Materials and methods:
Stocker calves were purchased at auction and transported to a commercial backgrounding facility. Bronchoalveolar lavage fluid (BALF) was collected from a subset of calves within 24 hours (Stressed; n=5) and from calves allowed to acclimate to the facility for 2-3 months prior to sampling (Acclimated; n=5). Calves were randomly selected and screened for sampling based on an absence of lung consolidation on lung ultrasound and a rectal temperature <103.5 ℉. BALF sampling was performed at the backgrounding facility and samples were processed using a 10X Genomics Chromium iX platform, with 5,000 cells targeted per sample.
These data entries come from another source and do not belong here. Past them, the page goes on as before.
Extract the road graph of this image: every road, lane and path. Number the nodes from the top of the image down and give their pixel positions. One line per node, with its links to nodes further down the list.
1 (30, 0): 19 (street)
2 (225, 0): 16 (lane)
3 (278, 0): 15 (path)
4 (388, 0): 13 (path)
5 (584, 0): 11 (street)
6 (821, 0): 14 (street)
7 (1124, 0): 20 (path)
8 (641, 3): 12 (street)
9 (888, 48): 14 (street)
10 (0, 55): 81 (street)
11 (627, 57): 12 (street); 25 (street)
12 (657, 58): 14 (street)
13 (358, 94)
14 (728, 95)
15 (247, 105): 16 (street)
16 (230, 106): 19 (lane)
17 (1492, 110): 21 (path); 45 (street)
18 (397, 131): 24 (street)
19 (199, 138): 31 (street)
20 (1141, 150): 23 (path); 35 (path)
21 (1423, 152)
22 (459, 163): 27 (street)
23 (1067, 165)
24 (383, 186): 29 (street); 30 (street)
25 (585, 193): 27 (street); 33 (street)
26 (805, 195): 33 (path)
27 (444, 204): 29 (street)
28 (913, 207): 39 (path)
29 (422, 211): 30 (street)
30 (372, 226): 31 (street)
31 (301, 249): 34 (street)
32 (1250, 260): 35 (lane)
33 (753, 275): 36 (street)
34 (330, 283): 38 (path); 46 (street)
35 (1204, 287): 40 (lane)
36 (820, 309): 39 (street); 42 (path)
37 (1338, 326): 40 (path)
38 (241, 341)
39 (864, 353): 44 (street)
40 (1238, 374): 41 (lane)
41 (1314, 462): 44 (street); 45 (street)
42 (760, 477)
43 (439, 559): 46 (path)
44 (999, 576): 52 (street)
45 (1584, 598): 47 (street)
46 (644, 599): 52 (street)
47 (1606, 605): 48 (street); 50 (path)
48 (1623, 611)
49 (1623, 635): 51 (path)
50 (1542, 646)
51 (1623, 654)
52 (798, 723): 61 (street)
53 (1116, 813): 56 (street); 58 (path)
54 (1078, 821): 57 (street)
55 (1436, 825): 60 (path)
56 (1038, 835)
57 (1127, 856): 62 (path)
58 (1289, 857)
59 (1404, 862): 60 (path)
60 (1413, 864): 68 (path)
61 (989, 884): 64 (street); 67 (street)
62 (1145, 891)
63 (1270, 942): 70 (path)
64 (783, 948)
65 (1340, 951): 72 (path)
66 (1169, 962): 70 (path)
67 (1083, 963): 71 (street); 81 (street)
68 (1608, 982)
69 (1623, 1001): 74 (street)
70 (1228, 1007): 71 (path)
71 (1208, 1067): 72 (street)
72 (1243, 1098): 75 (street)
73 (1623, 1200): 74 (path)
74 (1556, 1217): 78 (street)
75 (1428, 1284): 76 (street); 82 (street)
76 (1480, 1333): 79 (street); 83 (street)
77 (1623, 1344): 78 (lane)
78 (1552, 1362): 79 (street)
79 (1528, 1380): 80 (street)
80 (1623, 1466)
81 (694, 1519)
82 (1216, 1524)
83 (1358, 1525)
Raw sequencing data were aligned to a customized reference including the bovine genome (Ensembl release 113, Bos_taurus.ARS-UCD1.3.113), and viral genomes including Bovine Respiratory Syncytial Virus (BRSV), Bovine Herpesvirus (BHV-1), Bovine Coronavirus, and Bovine Viral Diarrhea Virus (BVDV) using Cell Ranger (version 7.1.0). Downstream processing and analysis were completed in R (version 4.5.0) using the Seurat package (version 5.0.1) with differential expression analysis completed using DESeq2. T-tests were conducted to compare cellular population proportions between Stressed and Acclimated cattle with significance set to 0.05. An aliquot of BALF from each calf was screened for BRD pathogens, including Mannheimia haemolytica, Histophilus somni, Mycoplasma bovis, Pasteurella multocida, BRSV, BHV-1, BVDV, and Bovine Coronavirus via qPCR.
Results:
In total, we profiled 59,322 cells, which included 5 major cell types: macrophages, neutrophils, T cells, actively proliferating macrophages, and B cells. Neutrophils were the major cell type significantly overrepresented in Stressed calves (17.5-fold increase in cellular proportion, P = 0.0079), while T cells and B cell proportions did not significantly differ between groups (P = 0.15, P = 0.84 respectively). Monocyte proportions were also increased in Stressed calves (2-fold mean increase, P = 0.0079), while M2 macrophage (high expressing CCL22, CD24) proportions were reduced in Stressed animals (1.7-fold, P = 0.016). Despite mean neutrophil proportions of 35%, all Stressed calves were negative for respiratory pathogens by qPCR (Ct cutoff > 35).
Significance:
These findings indicate that in contrast to our hypothesis, stress may immunomodulate some calves to experience inflammatory immune responses in the first days after transport and comingling. While stress has classically been considered immunosuppressive, Stressed calves in this study did not experience a significant reduction in adaptive immune cell numbers and instead saw a shift from immunomodulatory to proinflammatory innate immune cell populations in their BALF. These findings are important to the immunological management of calves in the first days after stress and indicate that the host response to environmental stressors may result in respiratory mucosal inflammation in the first days after arrival.